What the task requires: Return each record word for word and omit the pictures.

Source data:
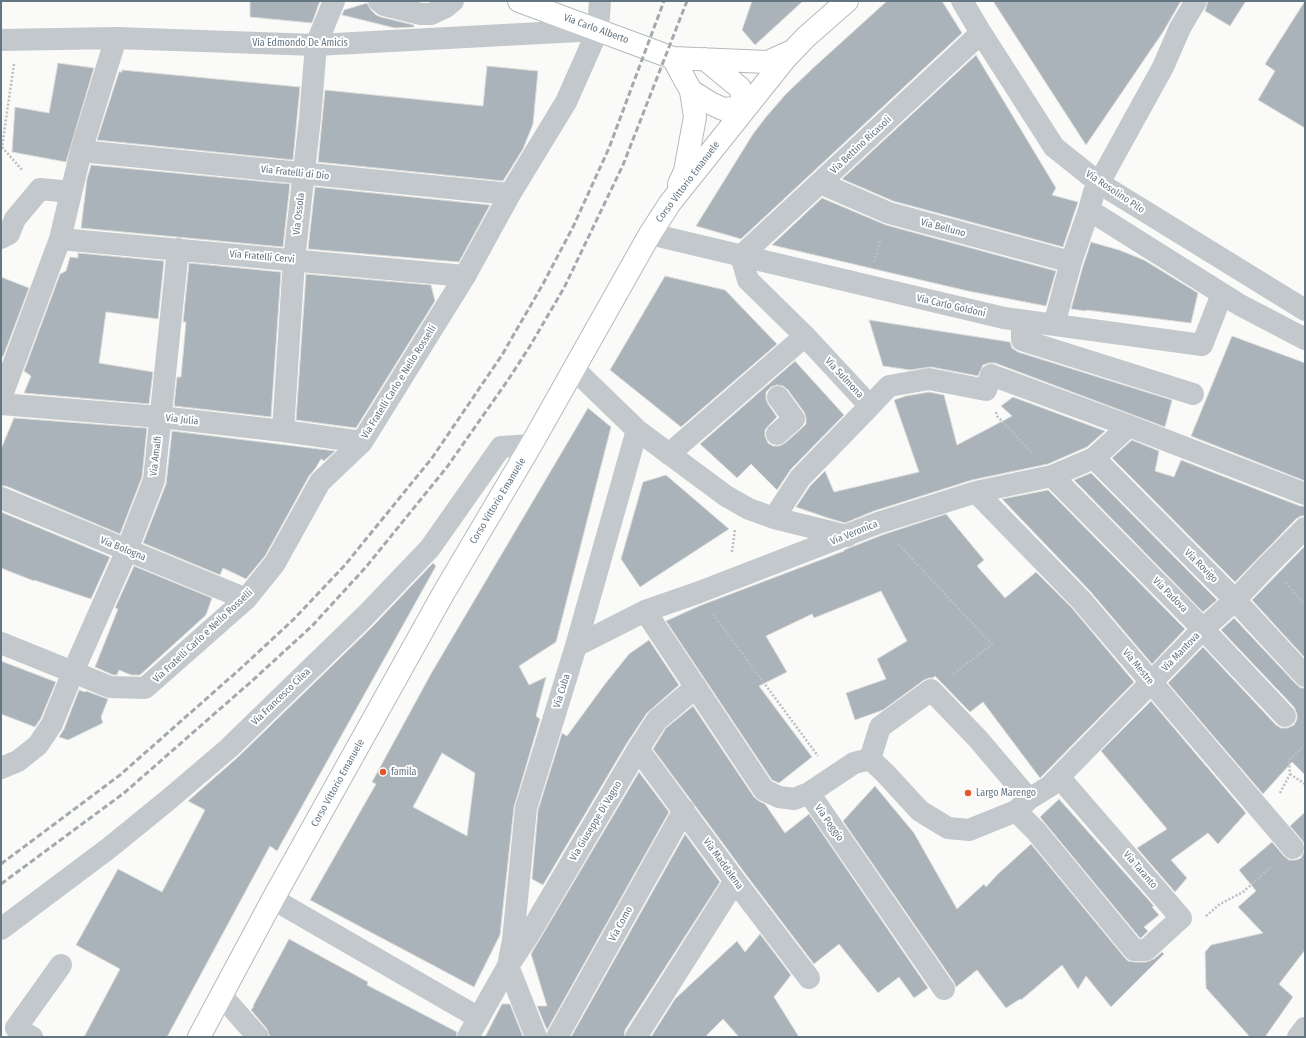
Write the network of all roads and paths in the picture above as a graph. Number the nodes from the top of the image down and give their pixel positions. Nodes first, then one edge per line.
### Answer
1 (334, 1) edge
2 (379, 1) edge
3 (453, 1) edge
4 (519, 1) edge
5 (600, 1) edge
6 (847, 1) edge
7 (962, 1) edge
8 (1196, 1) edge
9 (598, 30) junction
10 (980, 33) junction
11 (116, 38) junction
12 (9, 40) edge
13 (316, 45) junction
14 (794, 50) junction
15 (673, 58) junction
16 (705, 59) junction
17 (691, 91) junction
18 (745, 107) junction
19 (1, 147) edge
20 (81, 151) junction
21 (304, 173) junction
22 (820, 183) junction
23 (1099, 183) junction
24 (40, 189) junction
25 (71, 192) junction
26 (510, 194) junction
27 (670, 202) junction
28 (1089, 210) junction
29 (888, 213) junction
30 (650, 234) junction
31 (1, 238) edge
32 (60, 238) junction
33 (178, 249) junction
34 (741, 256) junction
35 (294, 260) junction
36 (1070, 262) junction
37 (465, 276) junction
38 (866, 286) junction
39 (1222, 294) junction
40 (1305, 310) edge
41 (1022, 321) junction
42 (1054, 325) junction
43 (805, 336) junction
44 (1305, 339) edge
45 (6, 368) edge
46 (574, 369) junction
47 (769, 387) junction
48 (986, 390) junction
49 (1193, 394) dead end
50 (1, 398) edge
51 (1, 404) edge
52 (870, 406) junction
53 (160, 417) junction
54 (1129, 426) junction
55 (637, 430) junction
56 (283, 431) junction
57 (776, 434) dead end
58 (362, 442) junction
59 (531, 445) junction
60 (1027, 447) dead end
61 (669, 454) junction
62 (1094, 458) junction
63 (1052, 476) junction
64 (976, 492) junction
65 (1305, 494) edge
66 (1, 498) edge
67 (748, 509) junction
68 (774, 518) junction
69 (878, 523) junction
70 (1305, 528) edge
71 (847, 536) junction
72 (127, 550) junction
73 (730, 581) junction
74 (246, 599) junction
75 (1235, 600) junction
76 (645, 611) junction
77 (715, 618) dead end
78 (1204, 629) junction
79 (1, 643) edge
80 (576, 646) junction
81 (73, 672) junction
82 (1305, 676) edge
83 (1151, 682) junction
84 (696, 687) junction
85 (931, 690) junction
86 (1285, 716) dead end
87 (1305, 745) edge
88 (638, 749) junction
89 (870, 760) junction
90 (1, 768) edge
91 (1290, 774) junction
92 (834, 777) junction
93 (1059, 777) junction
94 (1305, 784) edge
95 (809, 793) junction
96 (1023, 805) junction
97 (684, 810) junction
98 (1266, 814) junction
99 (1293, 848) joint
100 (735, 881) junction
101 (273, 899) junction
102 (1181, 918) junction
103 (1, 929) edge
104 (62, 965) dead end
105 (508, 966) junction
106 (809, 978) dead end
107 (944, 989) dead end
108 (222, 996) junction
109 (479, 1018) junction
110 (1305, 1028) edge
111 (32, 1037) edge
112 (199, 1037) edge
113 (258, 1037) edge
114 (468, 1037) edge
115 (536, 1037) edge
116 (557, 1037) edge
117 (636, 1037) edge
118 (1298, 1037) edge

1 - 13 street, Via Ossola
2 - 3 street
4 - 9 main road, Via Carlo Alberto
5 - 9 street
6 - 14 main road, Corso Vittorio Emanuele
7 - 10 street, Via Rosolino Pilo
8 - 23 street
9 - 13 street, Via Edmondo De Amicis
9 - 15 main road, Via Carlo Alberto
9 - 26 street, Via Fratelli Carlo e Nello Rosselli
10 - 22 street, Via Bettino Ricasoli
10 - 23 street, Via Rosolino Pilo
11 - 12 street, Via Edmondo De Amicis
11 - 13 street, Via Edmondo De Amicis
11 - 20 street
12 - 19 path
13 - 21 street, Via Ossola
14 - 16 main road, Via Carlo Alberto
14 - 18 main road, Corso Vittorio Emanuele
15 - 16 main road, Via Carlo Alberto
15 - 17 main road
16 - 18 main road
17 - 18 main road
17 - 27 main road
18 - 27 main road, Corso Vittorio Emanuele
19 - 24 path
20 - 21 street, Via Fratelli di Dio
20 - 25 street
21 - 26 street, Via Fratelli di Dio
21 - 35 street, Via Ossola
22 - 29 street, Via Belluno
22 - 34 street, Via Bettino Ricasoli
23 - 28 street
23 - 40 street, Via Rosolino Pilo
24 - 25 street
24 - 31 street
25 - 32 street
26 - 37 street, Via Fratelli Carlo e Nello Rosselli
27 - 30 main road, Corso Vittorio Emanuele
28 - 36 street
28 - 39 street
29 - 36 street, Via Belluno
29 - 38 path
30 - 34 street, Via Carlo Goldoni
30 - 46 main road, Corso Vittorio Emanuele
32 - 33 street, Via Fratelli Cervi
32 - 45 street
33 - 35 street, Via Fratelli Cervi
33 - 53 street, Via Amalfi
34 - 38 street, Via Carlo Goldoni
34 - 43 street, Via Sulmona
35 - 37 street, Via Fratelli Cervi
35 - 56 street, Via Ossola
36 - 42 street
37 - 58 street, Via Fratelli Carlo e Nello Rosselli
38 - 41 street, Via Carlo Goldoni
39 - 42 street, Via Carlo Goldoni
39 - 44 street
41 - 42 street, Via Carlo Goldoni
41 - 49 street
43 - 47 street
43 - 52 street, Via Sulmona
45 - 50 street
46 - 55 street
46 - 59 main road, Corso Vittorio Emanuele
47 - 57 street
47 - 61 street
48 - 52 street
48 - 54 street
48 - 60 path
51 - 53 street, Via Julia
52 - 68 street, Via Sulmona
53 - 56 street, Via Julia
53 - 72 street, Via Amalfi
54 - 62 street, Via Veronica
54 - 65 street
55 - 61 street
55 - 80 street, Via Cuba
56 - 58 street, Via Julia
58 - 74 street, Via Fratelli Carlo e Nello Rosselli
59 - 101 main road, Corso Vittorio Emanuele
59 - 103 street, Via Francesco Cilea
61 - 67 street
62 - 63 street, Via Veronica
62 - 75 street, Via Rovigo
63 - 64 street, Via Veronica
63 - 78 street, Via Padova
64 - 69 street, Via Veronica
64 - 83 street, Via Mestre
66 - 72 street, Via Bologna
67 - 68 street
67 - 73 path
68 - 71 street
69 - 71 street, Via Veronica
69 - 85 path
70 - 75 street, Via Mantova
71 - 73 street, Via Veronica
72 - 74 street, Via Bologna
72 - 81 street, Via Amalfi
73 - 76 street, Via Veronica
74 - 81 street, Via Fratelli Carlo e Nello Rosselli
75 - 78 street, Via Mantova
75 - 82 street, Via Rovigo
76 - 80 street, Via Veronica
76 - 84 street, Via Poggio
77 - 92 path
78 - 83 street, Via Mantova
78 - 86 street, Via Padova
79 - 81 street, Via Fratelli Carlo e Nello Rosselli
80 - 105 street, Via Cuba
81 - 90 street, Via Amalfi
83 - 93 street, Via Mantova
83 - 98 street, Via Mestre
84 - 88 street, Via Giuseppe Di Vagno
84 - 95 street, Via Poggio
85 - 89 street
85 - 96 street
87 - 91 path
88 - 97 street, Via Maddalena
88 - 105 street, Via Giuseppe Di Vagno
89 - 92 street
89 - 96 street, Via Mantova
91 - 94 path
91 - 98 path
92 - 95 street
93 - 96 street, Via Mantova
93 - 102 street, Via Taranto
95 - 107 street, Via Poggio
96 - 102 street
97 - 100 street, Via Maddalena
97 - 116 street, Via Como
98 - 99 street, Via Mestre
99 - 102 path
100 - 106 street, Via Maddalena
100 - 117 street
101 - 108 main road, Corso Vittorio Emanuele
101 - 109 street
104 - 111 street
105 - 109 street
105 - 115 street
108 - 112 main road, Corso Vittorio Emanuele
108 - 113 street
109 - 114 street
110 - 118 street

Response to this task:
Write the network of all roads and paths in the picture above as a graph. Number the nodes from the top of the image down and give their pixel positions. Nodes first, then one edge per line.
### Answer
1 (334, 1) edge
2 (379, 1) edge
3 (453, 1) edge
4 (519, 1) edge
5 (600, 1) edge
6 (847, 1) edge
7 (962, 1) edge
8 (1196, 1) edge
9 (598, 30) junction
10 (980, 33) junction
11 (116, 38) junction
12 (9, 40) edge
13 (316, 45) junction
14 (794, 50) junction
15 (673, 58) junction
16 (705, 59) junction
17 (691, 91) junction
18 (745, 107) junction
19 (1, 147) edge
20 (81, 151) junction
21 (304, 173) junction
22 (820, 183) junction
23 (1099, 183) junction
24 (40, 189) junction
25 (71, 192) junction
26 (510, 194) junction
27 (670, 202) junction
28 (1089, 210) junction
29 (888, 213) junction
30 (650, 234) junction
31 (1, 238) edge
32 (60, 238) junction
33 (178, 249) junction
34 (741, 256) junction
35 (294, 260) junction
36 (1070, 262) junction
37 (465, 276) junction
38 (866, 286) junction
39 (1222, 294) junction
40 (1305, 310) edge
41 (1022, 321) junction
42 (1054, 325) junction
43 (805, 336) junction
44 (1305, 339) edge
45 (6, 368) edge
46 (574, 369) junction
47 (769, 387) junction
48 (986, 390) junction
49 (1193, 394) dead end
50 (1, 398) edge
51 (1, 404) edge
52 (870, 406) junction
53 (160, 417) junction
54 (1129, 426) junction
55 (637, 430) junction
56 (283, 431) junction
57 (776, 434) dead end
58 (362, 442) junction
59 (531, 445) junction
60 (1027, 447) dead end
61 (669, 454) junction
62 (1094, 458) junction
63 (1052, 476) junction
64 (976, 492) junction
65 (1305, 494) edge
66 (1, 498) edge
67 (748, 509) junction
68 (774, 518) junction
69 (878, 523) junction
70 (1305, 528) edge
71 (847, 536) junction
72 (127, 550) junction
73 (730, 581) junction
74 (246, 599) junction
75 (1235, 600) junction
76 (645, 611) junction
77 (715, 618) dead end
78 (1204, 629) junction
79 (1, 643) edge
80 (576, 646) junction
81 (73, 672) junction
82 (1305, 676) edge
83 (1151, 682) junction
84 (696, 687) junction
85 (931, 690) junction
86 (1285, 716) dead end
87 (1305, 745) edge
88 (638, 749) junction
89 (870, 760) junction
90 (1, 768) edge
91 (1290, 774) junction
92 (834, 777) junction
93 (1059, 777) junction
94 (1305, 784) edge
95 (809, 793) junction
96 (1023, 805) junction
97 (684, 810) junction
98 (1266, 814) junction
99 (1293, 848) joint
100 (735, 881) junction
101 (273, 899) junction
102 (1181, 918) junction
103 (1, 929) edge
104 (62, 965) dead end
105 (508, 966) junction
106 (809, 978) dead end
107 (944, 989) dead end
108 (222, 996) junction
109 (479, 1018) junction
110 (1305, 1028) edge
111 (32, 1037) edge
112 (199, 1037) edge
113 (258, 1037) edge
114 (468, 1037) edge
115 (536, 1037) edge
116 (557, 1037) edge
117 (636, 1037) edge
118 (1298, 1037) edge

1 - 13 street, Via Ossola
2 - 3 street
4 - 9 main road, Via Carlo Alberto
5 - 9 street
6 - 14 main road, Corso Vittorio Emanuele
7 - 10 street, Via Rosolino Pilo
8 - 23 street
9 - 13 street, Via Edmondo De Amicis
9 - 15 main road, Via Carlo Alberto
9 - 26 street, Via Fratelli Carlo e Nello Rosselli
10 - 22 street, Via Bettino Ricasoli
10 - 23 street, Via Rosolino Pilo
11 - 12 street, Via Edmondo De Amicis
11 - 13 street, Via Edmondo De Amicis
11 - 20 street
12 - 19 path
13 - 21 street, Via Ossola
14 - 16 main road, Via Carlo Alberto
14 - 18 main road, Corso Vittorio Emanuele
15 - 16 main road, Via Carlo Alberto
15 - 17 main road
16 - 18 main road
17 - 18 main road
17 - 27 main road
18 - 27 main road, Corso Vittorio Emanuele
19 - 24 path
20 - 21 street, Via Fratelli di Dio
20 - 25 street
21 - 26 street, Via Fratelli di Dio
21 - 35 street, Via Ossola
22 - 29 street, Via Belluno
22 - 34 street, Via Bettino Ricasoli
23 - 28 street
23 - 40 street, Via Rosolino Pilo
24 - 25 street
24 - 31 street
25 - 32 street
26 - 37 street, Via Fratelli Carlo e Nello Rosselli
27 - 30 main road, Corso Vittorio Emanuele
28 - 36 street
28 - 39 street
29 - 36 street, Via Belluno
29 - 38 path
30 - 34 street, Via Carlo Goldoni
30 - 46 main road, Corso Vittorio Emanuele
32 - 33 street, Via Fratelli Cervi
32 - 45 street
33 - 35 street, Via Fratelli Cervi
33 - 53 street, Via Amalfi
34 - 38 street, Via Carlo Goldoni
34 - 43 street, Via Sulmona
35 - 37 street, Via Fratelli Cervi
35 - 56 street, Via Ossola
36 - 42 street
37 - 58 street, Via Fratelli Carlo e Nello Rosselli
38 - 41 street, Via Carlo Goldoni
39 - 42 street, Via Carlo Goldoni
39 - 44 street
41 - 42 street, Via Carlo Goldoni
41 - 49 street
43 - 47 street
43 - 52 street, Via Sulmona
45 - 50 street
46 - 55 street
46 - 59 main road, Corso Vittorio Emanuele
47 - 57 street
47 - 61 street
48 - 52 street
48 - 54 street
48 - 60 path
51 - 53 street, Via Julia
52 - 68 street, Via Sulmona
53 - 56 street, Via Julia
53 - 72 street, Via Amalfi
54 - 62 street, Via Veronica
54 - 65 street
55 - 61 street
55 - 80 street, Via Cuba
56 - 58 street, Via Julia
58 - 74 street, Via Fratelli Carlo e Nello Rosselli
59 - 101 main road, Corso Vittorio Emanuele
59 - 103 street, Via Francesco Cilea
61 - 67 street
62 - 63 street, Via Veronica
62 - 75 street, Via Rovigo
63 - 64 street, Via Veronica
63 - 78 street, Via Padova
64 - 69 street, Via Veronica
64 - 83 street, Via Mestre
66 - 72 street, Via Bologna
67 - 68 street
67 - 73 path
68 - 71 street
69 - 71 street, Via Veronica
69 - 85 path
70 - 75 street, Via Mantova
71 - 73 street, Via Veronica
72 - 74 street, Via Bologna
72 - 81 street, Via Amalfi
73 - 76 street, Via Veronica
74 - 81 street, Via Fratelli Carlo e Nello Rosselli
75 - 78 street, Via Mantova
75 - 82 street, Via Rovigo
76 - 80 street, Via Veronica
76 - 84 street, Via Poggio
77 - 92 path
78 - 83 street, Via Mantova
78 - 86 street, Via Padova
79 - 81 street, Via Fratelli Carlo e Nello Rosselli
80 - 105 street, Via Cuba
81 - 90 street, Via Amalfi
83 - 93 street, Via Mantova
83 - 98 street, Via Mestre
84 - 88 street, Via Giuseppe Di Vagno
84 - 95 street, Via Poggio
85 - 89 street
85 - 96 street
87 - 91 path
88 - 97 street, Via Maddalena
88 - 105 street, Via Giuseppe Di Vagno
89 - 92 street
89 - 96 street, Via Mantova
91 - 94 path
91 - 98 path
92 - 95 street
93 - 96 street, Via Mantova
93 - 102 street, Via Taranto
95 - 107 street, Via Poggio
96 - 102 street
97 - 100 street, Via Maddalena
97 - 116 street, Via Como
98 - 99 street, Via Mestre
99 - 102 path
100 - 106 street, Via Maddalena
100 - 117 street
101 - 108 main road, Corso Vittorio Emanuele
101 - 109 street
104 - 111 street
105 - 109 street
105 - 115 street
108 - 112 main road, Corso Vittorio Emanuele
108 - 113 street
109 - 114 street
110 - 118 street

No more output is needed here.